Torture chambersIraq maintained a secret “torture chamber” in diplomatic mission in New York City

Published 18 October 2016

The Iraqi regime of Saddam Hussein kept what it called a “detention room” – a euphemism for a torture chamber — in the Permanent Mission of the Republic of Iraq, a five-floor apartment building on 79th Street. One of the rooms in the mission was converted to a torture chamber after Saddam seized power in Iraq in 1979. Saddam’s security police used the space to imprison Iraqis living in the United States – at times for up to fifteen days — and use the prisoners as leverage against their family members back in Iraq. Quite a few uncooperative prisoners were killed, and their bodies shipped back to Iraq in diplomatic boxes.

The Iraqi regime of Saddam Hussein kept what it called a “detention room” – a euphemism for a torture chamber — in the Permanent Mission of the Republic of Iraq, a five-floor apartment building on 79th Street.

One of the rooms in the mission was converted to a torture chamber after Saddam seized power in Iraq in 1979.

The New York Post quotes two Iraqi officials, who spoke to the paper on condition of anonymity, that agents from the Iraqi mukhabarat, the country’s security service, used the space to imprison Iraqis living in the United States – at times for up to fifteen days — and use the prisoners as leverage against their family members back in Iraq.
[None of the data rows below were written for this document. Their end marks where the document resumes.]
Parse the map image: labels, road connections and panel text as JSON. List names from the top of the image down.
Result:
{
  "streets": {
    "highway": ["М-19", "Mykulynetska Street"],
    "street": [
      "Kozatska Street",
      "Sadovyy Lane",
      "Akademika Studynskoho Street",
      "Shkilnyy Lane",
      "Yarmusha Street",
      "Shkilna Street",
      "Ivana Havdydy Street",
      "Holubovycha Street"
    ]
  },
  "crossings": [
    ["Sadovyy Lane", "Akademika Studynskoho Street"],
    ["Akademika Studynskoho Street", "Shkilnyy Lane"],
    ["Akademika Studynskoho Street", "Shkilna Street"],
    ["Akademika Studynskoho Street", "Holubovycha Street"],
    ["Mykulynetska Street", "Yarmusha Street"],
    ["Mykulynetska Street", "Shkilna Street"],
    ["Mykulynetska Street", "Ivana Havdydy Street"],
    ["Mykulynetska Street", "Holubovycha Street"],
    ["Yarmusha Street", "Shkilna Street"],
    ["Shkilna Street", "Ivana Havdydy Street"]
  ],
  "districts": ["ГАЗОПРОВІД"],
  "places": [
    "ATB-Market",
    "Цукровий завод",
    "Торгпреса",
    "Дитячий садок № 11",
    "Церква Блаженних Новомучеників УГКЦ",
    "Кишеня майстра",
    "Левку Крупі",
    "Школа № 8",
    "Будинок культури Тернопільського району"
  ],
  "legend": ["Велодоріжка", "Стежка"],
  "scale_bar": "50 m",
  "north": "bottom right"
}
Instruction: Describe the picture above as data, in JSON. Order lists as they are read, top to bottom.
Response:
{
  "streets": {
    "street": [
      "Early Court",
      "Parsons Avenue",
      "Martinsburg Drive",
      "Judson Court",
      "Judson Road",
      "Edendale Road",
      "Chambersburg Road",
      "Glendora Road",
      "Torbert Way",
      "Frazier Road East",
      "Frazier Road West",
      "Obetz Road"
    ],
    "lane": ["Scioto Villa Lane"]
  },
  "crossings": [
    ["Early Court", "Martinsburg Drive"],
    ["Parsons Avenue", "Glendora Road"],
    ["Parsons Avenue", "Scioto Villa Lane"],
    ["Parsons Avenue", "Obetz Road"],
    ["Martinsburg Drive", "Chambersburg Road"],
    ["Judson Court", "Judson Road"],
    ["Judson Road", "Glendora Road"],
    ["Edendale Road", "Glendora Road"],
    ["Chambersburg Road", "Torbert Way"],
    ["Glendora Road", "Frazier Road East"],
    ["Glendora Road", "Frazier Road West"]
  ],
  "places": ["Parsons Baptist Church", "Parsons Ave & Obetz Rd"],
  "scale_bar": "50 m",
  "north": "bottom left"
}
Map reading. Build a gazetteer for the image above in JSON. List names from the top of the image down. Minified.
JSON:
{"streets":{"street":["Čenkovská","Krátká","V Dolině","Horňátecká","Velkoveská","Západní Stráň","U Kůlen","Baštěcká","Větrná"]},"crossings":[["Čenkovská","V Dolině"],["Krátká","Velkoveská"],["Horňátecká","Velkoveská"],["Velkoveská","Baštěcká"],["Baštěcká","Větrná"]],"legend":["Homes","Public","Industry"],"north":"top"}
“It was a dark room. The doors were reinforced in a way that nobody could break in or out. You didn’t need to soundproof it,” one official told the Post

“You’re not going to hear someone screaming down there,” the other added.

The two officials told the paper that they knew of many acts of torture committed by mukhabarat agents on those imprisoned in the secret chamber, including removal of fingernails, intense beatings, and the use of copper wires and rubber hoses. 

“Mukhabarat does whatever the hell Mukhabarat needs to do,” an official said. “They are the last people you ever wanted to meet during the Saddam era.”

The two officials said that in many cases, Hussein’s agents in New York would kill uncooperative prisoners and ship their bodies back to Iraq. 

“They just put [the body] in a diplomatic box and it can just be shipped,” they explained. “This is diplomatic – nobody has the authority to examine it or open it.”

The two officials told the Post that all evidence had been wiped clean by the U.S. government following the 2003 U.S. invasion of Iraq and the toppling of Hussein..

U.S. government officials came in. They took hard drives, computers. They went into vaults – they smash them open,” one official claimed. “Officially, they were running Iraq because we didn’t have a government.” 

The mission was returned to Iraq a year later, they added, but mukhabarat was no longer associated with the hidden space. In 2014 the space was converted to a kitchenette as part of a broader renovation of the mission.